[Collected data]
__________

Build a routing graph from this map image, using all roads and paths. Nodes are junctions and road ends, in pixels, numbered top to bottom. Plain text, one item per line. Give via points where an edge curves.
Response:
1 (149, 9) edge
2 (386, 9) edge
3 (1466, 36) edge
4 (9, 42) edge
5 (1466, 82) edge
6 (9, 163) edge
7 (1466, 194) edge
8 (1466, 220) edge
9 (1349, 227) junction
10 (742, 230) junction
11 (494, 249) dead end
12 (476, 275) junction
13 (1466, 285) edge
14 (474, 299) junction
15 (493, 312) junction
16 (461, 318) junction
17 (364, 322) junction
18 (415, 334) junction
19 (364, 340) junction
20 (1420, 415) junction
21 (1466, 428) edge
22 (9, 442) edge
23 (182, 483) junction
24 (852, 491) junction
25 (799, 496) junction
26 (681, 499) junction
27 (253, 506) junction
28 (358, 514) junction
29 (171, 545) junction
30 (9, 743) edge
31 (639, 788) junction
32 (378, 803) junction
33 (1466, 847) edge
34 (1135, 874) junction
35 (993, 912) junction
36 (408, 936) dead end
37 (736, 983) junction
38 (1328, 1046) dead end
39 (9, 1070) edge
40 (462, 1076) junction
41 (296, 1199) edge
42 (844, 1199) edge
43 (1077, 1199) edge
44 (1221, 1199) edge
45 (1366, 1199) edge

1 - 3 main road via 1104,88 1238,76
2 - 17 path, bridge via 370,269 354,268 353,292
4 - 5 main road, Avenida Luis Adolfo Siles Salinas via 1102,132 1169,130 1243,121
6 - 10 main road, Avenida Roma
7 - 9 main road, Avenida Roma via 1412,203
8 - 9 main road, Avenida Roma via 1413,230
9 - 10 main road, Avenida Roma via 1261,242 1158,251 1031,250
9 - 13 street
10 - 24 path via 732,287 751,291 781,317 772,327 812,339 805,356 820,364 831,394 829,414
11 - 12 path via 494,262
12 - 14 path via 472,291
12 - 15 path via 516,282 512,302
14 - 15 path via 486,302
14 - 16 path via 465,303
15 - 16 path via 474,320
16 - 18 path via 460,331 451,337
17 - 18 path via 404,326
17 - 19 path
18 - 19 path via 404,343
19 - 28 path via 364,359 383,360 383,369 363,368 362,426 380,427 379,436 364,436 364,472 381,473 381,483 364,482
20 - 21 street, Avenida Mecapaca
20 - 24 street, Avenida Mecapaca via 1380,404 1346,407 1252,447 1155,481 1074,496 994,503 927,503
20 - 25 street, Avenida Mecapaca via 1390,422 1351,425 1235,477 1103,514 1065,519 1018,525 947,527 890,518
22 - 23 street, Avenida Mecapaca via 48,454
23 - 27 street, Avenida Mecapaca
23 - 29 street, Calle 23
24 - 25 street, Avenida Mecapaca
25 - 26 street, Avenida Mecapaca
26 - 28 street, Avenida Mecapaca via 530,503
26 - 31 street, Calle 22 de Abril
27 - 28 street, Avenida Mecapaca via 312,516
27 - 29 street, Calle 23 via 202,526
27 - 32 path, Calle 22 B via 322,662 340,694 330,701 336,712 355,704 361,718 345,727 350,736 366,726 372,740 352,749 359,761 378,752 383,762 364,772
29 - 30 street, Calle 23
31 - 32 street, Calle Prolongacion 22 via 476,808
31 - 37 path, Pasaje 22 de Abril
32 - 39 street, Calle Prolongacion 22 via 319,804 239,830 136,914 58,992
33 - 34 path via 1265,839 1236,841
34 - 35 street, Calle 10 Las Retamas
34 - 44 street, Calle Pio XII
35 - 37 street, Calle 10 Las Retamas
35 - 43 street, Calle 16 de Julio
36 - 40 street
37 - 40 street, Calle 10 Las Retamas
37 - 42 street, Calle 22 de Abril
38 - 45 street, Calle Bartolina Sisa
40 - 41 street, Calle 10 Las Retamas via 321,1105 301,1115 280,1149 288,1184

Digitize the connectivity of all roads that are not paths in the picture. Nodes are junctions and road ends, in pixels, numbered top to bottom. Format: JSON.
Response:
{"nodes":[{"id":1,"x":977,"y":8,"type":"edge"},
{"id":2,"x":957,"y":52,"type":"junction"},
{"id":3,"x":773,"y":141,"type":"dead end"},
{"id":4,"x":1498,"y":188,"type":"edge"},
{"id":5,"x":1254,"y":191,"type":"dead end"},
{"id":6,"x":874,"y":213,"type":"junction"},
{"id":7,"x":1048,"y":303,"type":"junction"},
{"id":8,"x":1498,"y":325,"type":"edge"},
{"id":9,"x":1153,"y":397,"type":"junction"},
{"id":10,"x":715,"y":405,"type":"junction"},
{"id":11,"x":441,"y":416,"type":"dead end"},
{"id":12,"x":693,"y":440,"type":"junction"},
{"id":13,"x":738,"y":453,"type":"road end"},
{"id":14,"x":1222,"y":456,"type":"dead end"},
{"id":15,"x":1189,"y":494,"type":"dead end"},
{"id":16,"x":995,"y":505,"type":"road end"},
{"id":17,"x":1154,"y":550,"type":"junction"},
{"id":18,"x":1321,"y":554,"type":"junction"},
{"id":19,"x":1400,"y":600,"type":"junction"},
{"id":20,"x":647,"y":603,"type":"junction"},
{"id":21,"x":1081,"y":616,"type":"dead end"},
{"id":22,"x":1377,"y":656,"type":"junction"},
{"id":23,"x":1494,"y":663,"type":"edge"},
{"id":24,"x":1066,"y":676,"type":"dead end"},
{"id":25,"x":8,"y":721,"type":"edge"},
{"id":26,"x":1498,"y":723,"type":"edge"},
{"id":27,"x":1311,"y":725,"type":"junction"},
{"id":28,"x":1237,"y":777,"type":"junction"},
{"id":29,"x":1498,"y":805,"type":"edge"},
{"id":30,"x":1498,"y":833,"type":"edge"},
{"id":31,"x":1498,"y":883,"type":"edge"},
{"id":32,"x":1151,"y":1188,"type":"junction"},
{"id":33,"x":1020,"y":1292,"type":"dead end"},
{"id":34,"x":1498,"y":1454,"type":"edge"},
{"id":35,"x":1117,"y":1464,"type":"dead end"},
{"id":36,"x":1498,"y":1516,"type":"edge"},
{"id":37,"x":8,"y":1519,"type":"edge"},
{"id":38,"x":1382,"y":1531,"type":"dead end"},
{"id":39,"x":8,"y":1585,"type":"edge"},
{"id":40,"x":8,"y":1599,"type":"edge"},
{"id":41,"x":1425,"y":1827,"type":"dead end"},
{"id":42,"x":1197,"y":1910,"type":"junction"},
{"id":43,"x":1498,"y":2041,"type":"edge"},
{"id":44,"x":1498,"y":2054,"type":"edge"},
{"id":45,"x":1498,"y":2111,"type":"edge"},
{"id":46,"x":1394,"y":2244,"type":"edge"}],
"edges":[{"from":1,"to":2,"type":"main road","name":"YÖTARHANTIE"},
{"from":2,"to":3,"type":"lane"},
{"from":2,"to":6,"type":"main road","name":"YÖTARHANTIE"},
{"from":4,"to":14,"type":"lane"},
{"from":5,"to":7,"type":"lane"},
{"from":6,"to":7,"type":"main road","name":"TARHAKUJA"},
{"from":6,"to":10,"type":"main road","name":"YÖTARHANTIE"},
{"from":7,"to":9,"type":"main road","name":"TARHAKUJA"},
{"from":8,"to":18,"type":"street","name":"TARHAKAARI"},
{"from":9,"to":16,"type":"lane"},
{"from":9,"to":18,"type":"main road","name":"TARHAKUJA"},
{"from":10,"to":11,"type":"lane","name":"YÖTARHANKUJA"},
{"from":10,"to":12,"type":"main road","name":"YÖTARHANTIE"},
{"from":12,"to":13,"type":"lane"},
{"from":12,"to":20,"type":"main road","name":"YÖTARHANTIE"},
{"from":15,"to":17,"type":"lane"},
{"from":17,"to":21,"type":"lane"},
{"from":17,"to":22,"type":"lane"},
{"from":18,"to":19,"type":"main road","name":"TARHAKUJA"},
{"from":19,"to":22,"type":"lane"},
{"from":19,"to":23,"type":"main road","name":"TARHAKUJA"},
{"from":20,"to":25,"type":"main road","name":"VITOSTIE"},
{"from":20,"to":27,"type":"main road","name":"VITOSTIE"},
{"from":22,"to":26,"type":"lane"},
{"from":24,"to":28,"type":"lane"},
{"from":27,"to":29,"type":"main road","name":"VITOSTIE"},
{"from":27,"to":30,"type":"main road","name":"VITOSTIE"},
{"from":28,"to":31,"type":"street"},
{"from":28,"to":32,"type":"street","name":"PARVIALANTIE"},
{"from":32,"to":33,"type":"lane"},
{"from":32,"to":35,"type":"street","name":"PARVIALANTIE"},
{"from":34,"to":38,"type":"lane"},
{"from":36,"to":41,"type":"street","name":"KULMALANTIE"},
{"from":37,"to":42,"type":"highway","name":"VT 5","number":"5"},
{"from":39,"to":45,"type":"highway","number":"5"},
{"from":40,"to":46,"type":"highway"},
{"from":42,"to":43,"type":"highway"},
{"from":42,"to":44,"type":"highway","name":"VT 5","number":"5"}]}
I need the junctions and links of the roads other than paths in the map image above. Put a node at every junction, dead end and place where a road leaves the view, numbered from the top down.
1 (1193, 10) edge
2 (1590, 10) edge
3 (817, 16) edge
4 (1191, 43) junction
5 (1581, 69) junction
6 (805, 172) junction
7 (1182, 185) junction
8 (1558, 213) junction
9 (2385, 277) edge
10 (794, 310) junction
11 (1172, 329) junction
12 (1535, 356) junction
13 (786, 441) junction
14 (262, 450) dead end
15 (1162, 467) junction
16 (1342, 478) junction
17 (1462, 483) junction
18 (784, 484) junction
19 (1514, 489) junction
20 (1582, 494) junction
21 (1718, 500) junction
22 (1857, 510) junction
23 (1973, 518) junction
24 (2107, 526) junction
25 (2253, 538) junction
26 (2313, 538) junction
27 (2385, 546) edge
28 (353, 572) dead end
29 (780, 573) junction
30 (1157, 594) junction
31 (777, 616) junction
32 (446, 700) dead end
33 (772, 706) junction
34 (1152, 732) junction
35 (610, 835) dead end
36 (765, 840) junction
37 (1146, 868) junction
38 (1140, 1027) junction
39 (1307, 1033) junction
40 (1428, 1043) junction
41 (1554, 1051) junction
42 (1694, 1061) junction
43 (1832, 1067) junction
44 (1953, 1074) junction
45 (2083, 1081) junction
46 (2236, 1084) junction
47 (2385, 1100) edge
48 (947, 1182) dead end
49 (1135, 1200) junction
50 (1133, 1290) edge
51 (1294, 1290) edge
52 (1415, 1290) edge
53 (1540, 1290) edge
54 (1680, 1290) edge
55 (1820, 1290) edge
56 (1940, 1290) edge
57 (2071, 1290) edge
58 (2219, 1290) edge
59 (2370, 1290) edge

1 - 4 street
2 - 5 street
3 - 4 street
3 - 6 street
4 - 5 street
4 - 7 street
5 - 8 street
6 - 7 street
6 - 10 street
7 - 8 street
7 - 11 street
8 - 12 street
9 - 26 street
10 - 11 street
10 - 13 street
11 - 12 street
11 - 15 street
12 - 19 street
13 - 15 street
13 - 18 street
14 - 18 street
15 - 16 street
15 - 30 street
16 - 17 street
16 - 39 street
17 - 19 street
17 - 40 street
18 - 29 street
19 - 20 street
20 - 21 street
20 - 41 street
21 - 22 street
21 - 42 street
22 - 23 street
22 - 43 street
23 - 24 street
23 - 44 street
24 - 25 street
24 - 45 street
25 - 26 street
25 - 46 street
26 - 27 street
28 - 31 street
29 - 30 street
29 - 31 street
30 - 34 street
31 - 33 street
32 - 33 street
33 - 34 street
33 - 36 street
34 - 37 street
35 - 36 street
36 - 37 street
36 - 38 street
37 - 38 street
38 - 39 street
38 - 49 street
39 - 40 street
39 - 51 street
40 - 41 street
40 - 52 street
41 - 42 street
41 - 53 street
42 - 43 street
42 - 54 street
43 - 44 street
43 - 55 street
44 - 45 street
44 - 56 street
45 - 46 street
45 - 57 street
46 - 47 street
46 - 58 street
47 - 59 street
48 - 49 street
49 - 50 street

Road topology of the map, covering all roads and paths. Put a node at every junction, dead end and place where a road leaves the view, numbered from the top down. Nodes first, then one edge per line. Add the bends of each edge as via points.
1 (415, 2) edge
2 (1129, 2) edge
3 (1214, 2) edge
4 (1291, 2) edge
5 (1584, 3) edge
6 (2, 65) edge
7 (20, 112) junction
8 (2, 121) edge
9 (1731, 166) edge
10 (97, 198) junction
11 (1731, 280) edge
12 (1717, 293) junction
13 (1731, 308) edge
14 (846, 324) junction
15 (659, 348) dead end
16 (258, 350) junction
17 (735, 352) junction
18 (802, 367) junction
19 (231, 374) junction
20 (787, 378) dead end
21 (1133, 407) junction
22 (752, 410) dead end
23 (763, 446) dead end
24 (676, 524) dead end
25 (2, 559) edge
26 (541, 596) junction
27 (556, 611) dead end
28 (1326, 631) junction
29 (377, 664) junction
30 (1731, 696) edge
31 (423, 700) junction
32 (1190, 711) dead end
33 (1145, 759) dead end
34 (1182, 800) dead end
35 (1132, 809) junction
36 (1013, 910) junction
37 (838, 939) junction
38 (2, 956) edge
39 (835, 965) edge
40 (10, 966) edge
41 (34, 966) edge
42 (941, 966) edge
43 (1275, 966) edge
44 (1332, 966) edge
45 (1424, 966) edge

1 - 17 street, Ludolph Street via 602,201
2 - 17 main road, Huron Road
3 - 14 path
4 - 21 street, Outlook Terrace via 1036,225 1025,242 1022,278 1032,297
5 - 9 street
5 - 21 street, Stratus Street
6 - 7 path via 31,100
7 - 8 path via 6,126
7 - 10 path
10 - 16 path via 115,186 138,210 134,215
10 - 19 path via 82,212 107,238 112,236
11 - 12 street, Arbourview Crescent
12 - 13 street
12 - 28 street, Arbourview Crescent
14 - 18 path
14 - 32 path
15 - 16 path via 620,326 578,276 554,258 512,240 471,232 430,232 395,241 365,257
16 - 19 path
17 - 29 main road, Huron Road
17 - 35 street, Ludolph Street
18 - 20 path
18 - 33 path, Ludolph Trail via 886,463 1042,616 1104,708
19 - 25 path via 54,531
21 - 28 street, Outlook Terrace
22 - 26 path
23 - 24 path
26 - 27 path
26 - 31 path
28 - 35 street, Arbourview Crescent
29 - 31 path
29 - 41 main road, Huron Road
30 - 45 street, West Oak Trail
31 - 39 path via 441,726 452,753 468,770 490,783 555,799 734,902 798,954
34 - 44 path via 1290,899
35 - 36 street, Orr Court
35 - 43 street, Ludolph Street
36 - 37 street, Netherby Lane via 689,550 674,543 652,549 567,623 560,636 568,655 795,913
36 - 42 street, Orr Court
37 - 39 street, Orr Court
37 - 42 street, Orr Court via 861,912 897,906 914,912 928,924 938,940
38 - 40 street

__________

== Work required ==
Select every line of the records holding the string "Terrace".

== Answer for the task ==
4 - 21 street, Outlook Terrace via 1036,225 1025,242 1022,278 1032,297
21 - 28 street, Outlook Terrace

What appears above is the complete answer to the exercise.